Hacker News new | past | comments | ask | show | jobs | submit login
IRS: Review of the System Failure That Led to the Tax Day Outage [pdf] (treasury.gov)
87 points by mrpippy 6 months ago | hide | past | web | favorite | 21 comments

No matter how bad you feel about your own career, just read this and be thankful that you don't have to sit in on a monthly meeting between the IRS, IBM, and _Unisys_ (unless you do, in which case, despair).

This isn't a post-mortem, it's a CYA report.

A monthly standing meeting as a result of failure to communicate? Even if they had implemented the recommended procedure prior to the failure, this wouldn't have mattered one bit: "ensure that decisions not to install microcode bundle updates are documented and approved." That's not a fix. It wouldn't have affected the impending decision favorably, just made it documented and rubber-stamped.

The approvals aren't done by a person with any technical knowledge, it's a standard-issue bureaucrat. Literally, "authorizing official" and "responsible directors" spelled out in the PDF consist of an actuary with an MBA and BA in economics, a single graduate in "Sceince" from '77 whose resume is littered with leadership platitudes and zero indication of hands-on work in technology, two-three underwriters, and the usual coterie of HR, procurement, inclusion professionals.

This is how you get gridlocked bureaucracy and why the Federal retirement system is literally run out of a Pennsylvania cave.

[1] https://www.washingtonpost.com/sf/national/2014/03/22/sinkho...

> Even if they had implemented the recommended procedure prior to the failure, this wouldn't have mattered one bit: "ensure that decisions not to install microcode bundle updates are documented and approved." That's not a fix. It wouldn't have affected the impending decision favorably, just made it documented and rubber-stamped.

I got the impression that it was more that the goal is a more in-depth discussion of the technical aspects of the updates and the risks associated with doing and not doing the update. "Formalize the monthly microcode bundle meetings with IBM and Unisys to include documenting meeting participants, detailed meeting minutes, and discussions of risks identified in the release notes for the current microcode updates."

I'm not disagreeing with you about this being a CYA report, but at the same time, to me this feels like a problem with no solid solution. The only thing I would venture to say would have helped, based solely on the report, would have been notification of the issues the other IBM customer had in January to customers who had not upgraded; at the very least to disseminate what the condition looks like and the monitoring script much sooner.

Just to distill that statement into specifics, the "goal" as you see it literally says (1) they had no written record before, and now they will and (2) two other vendors did the actual work. There's nothing technical about it but it implies intent behind the recommendations.

IMO, that statement alone does illuminate a "solid solution", which is to reduce vendoring out some of these critical functions and gradually staff leadership with a mix of people who have significant hands-on experience with technology. Or more shortly, "care for properly."
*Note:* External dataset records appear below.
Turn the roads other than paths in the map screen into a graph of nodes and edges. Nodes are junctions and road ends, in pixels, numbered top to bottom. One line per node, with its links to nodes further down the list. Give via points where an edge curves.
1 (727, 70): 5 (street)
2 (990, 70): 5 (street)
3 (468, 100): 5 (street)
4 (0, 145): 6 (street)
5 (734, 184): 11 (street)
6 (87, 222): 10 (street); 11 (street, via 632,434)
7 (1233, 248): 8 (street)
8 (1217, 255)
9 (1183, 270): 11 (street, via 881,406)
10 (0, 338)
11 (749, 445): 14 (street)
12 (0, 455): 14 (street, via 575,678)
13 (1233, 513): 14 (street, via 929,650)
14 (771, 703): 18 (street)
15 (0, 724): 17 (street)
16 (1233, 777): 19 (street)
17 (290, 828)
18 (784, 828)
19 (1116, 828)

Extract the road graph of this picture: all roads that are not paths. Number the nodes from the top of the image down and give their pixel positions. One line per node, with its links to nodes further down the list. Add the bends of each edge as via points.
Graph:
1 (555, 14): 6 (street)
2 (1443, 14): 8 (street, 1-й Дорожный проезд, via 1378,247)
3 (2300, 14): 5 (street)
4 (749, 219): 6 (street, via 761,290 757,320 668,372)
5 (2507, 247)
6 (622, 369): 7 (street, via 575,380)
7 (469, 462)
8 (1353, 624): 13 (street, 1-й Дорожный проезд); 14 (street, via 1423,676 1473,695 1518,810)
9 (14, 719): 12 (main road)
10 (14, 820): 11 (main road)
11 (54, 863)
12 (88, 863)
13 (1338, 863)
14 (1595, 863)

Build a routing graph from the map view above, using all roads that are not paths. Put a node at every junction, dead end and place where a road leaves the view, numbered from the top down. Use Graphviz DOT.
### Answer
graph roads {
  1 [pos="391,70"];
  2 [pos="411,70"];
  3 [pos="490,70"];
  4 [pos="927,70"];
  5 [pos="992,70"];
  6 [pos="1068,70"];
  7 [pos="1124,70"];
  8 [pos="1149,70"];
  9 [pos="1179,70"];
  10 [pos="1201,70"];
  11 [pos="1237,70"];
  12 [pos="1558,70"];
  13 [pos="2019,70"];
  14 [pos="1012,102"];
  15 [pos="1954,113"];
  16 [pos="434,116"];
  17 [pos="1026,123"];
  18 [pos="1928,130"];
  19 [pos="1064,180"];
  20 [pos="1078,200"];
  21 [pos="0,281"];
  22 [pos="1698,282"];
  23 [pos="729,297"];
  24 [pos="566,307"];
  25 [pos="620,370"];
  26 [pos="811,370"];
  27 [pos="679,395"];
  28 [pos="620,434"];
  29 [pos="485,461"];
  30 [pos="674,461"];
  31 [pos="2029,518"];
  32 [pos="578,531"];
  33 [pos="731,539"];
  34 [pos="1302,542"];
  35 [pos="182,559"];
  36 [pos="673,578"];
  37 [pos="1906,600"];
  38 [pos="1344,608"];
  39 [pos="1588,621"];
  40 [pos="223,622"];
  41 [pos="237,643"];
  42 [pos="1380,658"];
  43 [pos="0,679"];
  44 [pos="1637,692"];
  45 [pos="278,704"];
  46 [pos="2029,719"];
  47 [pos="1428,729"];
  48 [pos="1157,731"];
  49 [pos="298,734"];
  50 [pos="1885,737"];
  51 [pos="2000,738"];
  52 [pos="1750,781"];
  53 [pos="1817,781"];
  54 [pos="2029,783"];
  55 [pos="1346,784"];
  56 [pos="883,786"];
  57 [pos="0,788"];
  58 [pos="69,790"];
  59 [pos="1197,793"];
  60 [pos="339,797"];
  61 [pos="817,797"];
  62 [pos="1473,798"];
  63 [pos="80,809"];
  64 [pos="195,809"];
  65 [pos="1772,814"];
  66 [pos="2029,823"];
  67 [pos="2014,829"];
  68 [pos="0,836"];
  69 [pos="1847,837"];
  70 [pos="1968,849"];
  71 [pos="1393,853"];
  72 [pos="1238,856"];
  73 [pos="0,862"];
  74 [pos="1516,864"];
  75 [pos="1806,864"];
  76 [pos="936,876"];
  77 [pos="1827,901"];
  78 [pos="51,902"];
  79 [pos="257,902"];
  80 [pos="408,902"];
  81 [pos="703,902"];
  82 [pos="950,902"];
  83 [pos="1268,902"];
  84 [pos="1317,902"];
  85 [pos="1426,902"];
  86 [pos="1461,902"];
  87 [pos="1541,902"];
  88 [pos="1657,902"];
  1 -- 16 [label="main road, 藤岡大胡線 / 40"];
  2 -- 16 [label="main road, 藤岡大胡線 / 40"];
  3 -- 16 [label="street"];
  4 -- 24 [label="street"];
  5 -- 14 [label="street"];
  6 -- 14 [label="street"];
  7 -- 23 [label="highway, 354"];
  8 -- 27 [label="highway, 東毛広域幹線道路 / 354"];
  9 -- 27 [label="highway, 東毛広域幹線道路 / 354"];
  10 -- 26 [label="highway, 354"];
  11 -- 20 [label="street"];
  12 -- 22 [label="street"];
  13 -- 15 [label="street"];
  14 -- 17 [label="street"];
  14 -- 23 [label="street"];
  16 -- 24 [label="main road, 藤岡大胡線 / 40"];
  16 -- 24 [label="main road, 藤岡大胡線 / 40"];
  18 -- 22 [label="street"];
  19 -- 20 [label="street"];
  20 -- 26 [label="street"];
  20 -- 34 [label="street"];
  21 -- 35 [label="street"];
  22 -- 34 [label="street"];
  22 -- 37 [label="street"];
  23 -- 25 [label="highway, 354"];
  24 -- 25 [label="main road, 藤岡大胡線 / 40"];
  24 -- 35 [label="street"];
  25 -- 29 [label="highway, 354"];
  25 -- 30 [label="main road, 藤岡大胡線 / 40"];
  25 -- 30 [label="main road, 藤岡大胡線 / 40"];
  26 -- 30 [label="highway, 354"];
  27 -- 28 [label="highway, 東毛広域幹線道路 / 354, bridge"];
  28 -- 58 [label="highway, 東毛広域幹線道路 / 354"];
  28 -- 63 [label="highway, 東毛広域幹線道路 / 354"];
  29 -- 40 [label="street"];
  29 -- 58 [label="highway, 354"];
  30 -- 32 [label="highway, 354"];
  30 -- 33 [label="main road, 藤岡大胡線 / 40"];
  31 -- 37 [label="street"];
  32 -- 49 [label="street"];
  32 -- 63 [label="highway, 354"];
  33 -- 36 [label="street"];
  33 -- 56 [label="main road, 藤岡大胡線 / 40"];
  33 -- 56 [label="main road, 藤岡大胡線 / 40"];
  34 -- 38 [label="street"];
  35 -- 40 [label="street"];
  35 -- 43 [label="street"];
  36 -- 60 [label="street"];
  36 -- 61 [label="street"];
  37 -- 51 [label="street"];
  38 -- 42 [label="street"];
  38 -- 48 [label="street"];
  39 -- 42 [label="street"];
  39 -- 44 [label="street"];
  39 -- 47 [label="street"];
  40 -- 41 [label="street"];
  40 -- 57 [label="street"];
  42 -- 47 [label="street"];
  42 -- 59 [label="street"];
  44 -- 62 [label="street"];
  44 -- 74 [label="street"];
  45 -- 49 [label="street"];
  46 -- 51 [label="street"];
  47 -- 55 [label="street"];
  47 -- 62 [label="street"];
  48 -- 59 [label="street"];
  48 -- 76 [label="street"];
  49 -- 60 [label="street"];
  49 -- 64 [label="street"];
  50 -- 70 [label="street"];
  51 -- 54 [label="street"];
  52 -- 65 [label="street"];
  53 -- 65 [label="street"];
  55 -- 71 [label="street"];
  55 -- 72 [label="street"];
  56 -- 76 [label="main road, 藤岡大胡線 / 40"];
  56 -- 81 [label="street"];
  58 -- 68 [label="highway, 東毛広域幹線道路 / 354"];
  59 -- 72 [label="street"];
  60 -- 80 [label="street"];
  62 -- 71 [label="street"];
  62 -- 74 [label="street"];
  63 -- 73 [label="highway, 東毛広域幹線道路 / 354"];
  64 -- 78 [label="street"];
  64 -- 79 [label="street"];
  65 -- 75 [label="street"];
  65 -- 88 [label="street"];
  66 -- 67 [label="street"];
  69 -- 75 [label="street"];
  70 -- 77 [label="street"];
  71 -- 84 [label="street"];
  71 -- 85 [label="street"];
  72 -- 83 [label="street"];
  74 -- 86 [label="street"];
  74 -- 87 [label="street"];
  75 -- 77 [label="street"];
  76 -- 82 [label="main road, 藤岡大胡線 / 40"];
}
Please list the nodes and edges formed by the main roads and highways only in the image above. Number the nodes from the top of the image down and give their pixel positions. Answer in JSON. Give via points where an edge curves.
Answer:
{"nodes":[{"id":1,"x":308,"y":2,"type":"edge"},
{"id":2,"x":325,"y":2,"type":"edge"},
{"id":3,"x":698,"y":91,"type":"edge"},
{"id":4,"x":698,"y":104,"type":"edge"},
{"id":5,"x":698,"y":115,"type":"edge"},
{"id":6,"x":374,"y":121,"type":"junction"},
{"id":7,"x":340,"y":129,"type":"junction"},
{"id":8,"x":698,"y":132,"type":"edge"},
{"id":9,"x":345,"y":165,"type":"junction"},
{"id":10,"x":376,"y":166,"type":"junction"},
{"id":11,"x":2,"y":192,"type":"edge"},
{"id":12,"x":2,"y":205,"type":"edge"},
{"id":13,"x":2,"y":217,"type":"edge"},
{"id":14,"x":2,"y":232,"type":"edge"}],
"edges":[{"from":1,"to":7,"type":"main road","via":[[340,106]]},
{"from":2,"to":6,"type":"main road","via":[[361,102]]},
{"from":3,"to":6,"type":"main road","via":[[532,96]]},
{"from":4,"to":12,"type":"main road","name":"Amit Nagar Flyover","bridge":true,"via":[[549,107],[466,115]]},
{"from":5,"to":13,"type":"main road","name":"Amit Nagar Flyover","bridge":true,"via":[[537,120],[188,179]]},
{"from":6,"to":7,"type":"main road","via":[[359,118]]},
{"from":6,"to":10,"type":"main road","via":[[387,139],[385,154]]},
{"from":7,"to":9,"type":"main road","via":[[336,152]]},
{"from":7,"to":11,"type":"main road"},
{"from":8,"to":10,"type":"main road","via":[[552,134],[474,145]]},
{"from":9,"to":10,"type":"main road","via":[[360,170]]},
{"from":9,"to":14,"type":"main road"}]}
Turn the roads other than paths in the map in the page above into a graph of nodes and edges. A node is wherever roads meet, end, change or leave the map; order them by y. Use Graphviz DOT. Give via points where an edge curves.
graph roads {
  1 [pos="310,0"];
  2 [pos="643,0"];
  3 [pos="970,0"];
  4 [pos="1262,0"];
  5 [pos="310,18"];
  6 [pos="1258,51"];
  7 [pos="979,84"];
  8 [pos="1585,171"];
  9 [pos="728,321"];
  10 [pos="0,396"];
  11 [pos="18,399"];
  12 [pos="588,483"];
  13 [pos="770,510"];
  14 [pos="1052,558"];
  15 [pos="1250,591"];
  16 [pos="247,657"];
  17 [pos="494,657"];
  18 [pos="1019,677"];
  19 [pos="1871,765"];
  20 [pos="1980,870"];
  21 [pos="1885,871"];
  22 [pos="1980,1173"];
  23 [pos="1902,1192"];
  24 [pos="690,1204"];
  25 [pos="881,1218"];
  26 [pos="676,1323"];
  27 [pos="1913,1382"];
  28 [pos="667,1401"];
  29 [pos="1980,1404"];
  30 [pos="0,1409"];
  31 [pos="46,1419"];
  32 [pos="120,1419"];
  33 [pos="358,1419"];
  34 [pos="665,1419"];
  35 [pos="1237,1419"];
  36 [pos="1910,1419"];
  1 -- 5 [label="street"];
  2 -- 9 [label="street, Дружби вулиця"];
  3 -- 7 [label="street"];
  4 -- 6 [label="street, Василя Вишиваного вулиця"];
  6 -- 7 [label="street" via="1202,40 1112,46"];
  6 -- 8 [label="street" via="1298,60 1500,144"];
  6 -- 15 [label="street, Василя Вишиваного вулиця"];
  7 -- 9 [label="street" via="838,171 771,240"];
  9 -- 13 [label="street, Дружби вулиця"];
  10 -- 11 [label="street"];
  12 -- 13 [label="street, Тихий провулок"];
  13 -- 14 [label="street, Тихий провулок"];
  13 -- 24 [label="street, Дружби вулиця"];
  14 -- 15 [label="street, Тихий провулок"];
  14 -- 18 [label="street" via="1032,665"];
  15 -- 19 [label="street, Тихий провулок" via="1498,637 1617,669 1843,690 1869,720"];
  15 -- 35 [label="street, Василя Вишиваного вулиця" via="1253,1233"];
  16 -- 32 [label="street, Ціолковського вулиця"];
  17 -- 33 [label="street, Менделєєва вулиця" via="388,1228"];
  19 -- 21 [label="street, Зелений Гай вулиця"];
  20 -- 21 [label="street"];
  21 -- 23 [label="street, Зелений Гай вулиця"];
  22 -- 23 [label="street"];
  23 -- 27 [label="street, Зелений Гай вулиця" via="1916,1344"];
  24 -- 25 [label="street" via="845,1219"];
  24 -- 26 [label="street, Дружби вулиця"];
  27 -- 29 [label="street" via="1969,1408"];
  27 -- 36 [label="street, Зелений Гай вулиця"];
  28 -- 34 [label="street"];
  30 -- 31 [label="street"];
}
"In June 2017, International Business Machines (IBM) initially discovered the firmware bug ... and developed a fix, made publicly available in a November 2017 microcode bundle. In December 2017, the IRS agreed with the contractor recommendation to remain on the older microcode bundle for the 2018 Filing Season because it was considered more stable... On Tax Day, April 17, 2018, the IRS experienced a storage outage due to a firmware bug on one of the IRS’s high-availability storage arrays. Because of the outage, 59 tax processing systems, including the Modernized e-File (MeF) system, were unavailable for approximately 11 hours between 2:57 a.m. and 1:40 p.m.4"

"By early afternoon on April 17, 2018, the contractors had determined that the root cause of the Tax Day outage was a cache overflow issue causing repeated warmstarts and had deployed a preventive script on the storage device that will monitor and correct the issue if the condition reoccurs. At 1:40 p.m., all IRS mainframes and databases were fully operational and ready to resume tax processing operations."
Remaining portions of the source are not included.